**Records supplied**:
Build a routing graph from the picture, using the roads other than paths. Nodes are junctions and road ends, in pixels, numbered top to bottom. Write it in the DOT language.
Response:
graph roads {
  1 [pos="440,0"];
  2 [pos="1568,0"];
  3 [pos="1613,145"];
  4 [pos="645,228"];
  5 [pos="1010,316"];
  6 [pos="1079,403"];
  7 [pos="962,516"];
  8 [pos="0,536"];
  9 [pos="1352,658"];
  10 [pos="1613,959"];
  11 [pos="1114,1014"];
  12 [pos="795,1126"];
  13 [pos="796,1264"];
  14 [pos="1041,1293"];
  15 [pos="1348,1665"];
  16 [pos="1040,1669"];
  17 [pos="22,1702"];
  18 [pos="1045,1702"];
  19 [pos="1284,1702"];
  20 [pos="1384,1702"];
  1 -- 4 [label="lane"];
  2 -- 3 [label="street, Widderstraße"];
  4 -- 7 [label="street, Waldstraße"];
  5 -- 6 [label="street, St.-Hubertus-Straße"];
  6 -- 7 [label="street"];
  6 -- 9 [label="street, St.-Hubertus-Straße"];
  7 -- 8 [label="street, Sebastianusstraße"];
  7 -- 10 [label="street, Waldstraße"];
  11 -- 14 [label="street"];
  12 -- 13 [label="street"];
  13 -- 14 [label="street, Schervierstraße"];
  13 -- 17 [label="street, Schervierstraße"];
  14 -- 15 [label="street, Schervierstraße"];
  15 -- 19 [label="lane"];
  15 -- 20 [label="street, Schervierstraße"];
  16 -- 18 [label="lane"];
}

**Problem description**: The required output is the complete set of records, reproduced exactly.

**Task response**:
Build a routing graph from the picture, using the roads other than paths. Nodes are junctions and road ends, in pixels, numbered top to bottom. Write it in the DOT language.
Response:
graph roads {
  1 [pos="440,0"];
  2 [pos="1568,0"];
  3 [pos="1613,145"];
  4 [pos="645,228"];
  5 [pos="1010,316"];
  6 [pos="1079,403"];
  7 [pos="962,516"];
  8 [pos="0,536"];
  9 [pos="1352,658"];
  10 [pos="1613,959"];
  11 [pos="1114,1014"];
  12 [pos="795,1126"];
  13 [pos="796,1264"];
  14 [pos="1041,1293"];
  15 [pos="1348,1665"];
  16 [pos="1040,1669"];
  17 [pos="22,1702"];
  18 [pos="1045,1702"];
  19 [pos="1284,1702"];
  20 [pos="1384,1702"];
  1 -- 4 [label="lane"];
  2 -- 3 [label="street, Widderstraße"];
  4 -- 7 [label="street, Waldstraße"];
  5 -- 6 [label="street, St.-Hubertus-Straße"];
  6 -- 7 [label="street"];
  6 -- 9 [label="street, St.-Hubertus-Straße"];
  7 -- 8 [label="street, Sebastianusstraße"];
  7 -- 10 [label="street, Waldstraße"];
  11 -- 14 [label="street"];
  12 -- 13 [label="street"];
  13 -- 14 [label="street, Schervierstraße"];
  13 -- 17 [label="street, Schervierstraße"];
  14 -- 15 [label="street, Schervierstraße"];
  15 -- 19 [label="lane"];
  15 -- 20 [label="street, Schervierstraße"];
  16 -- 18 [label="lane"];
}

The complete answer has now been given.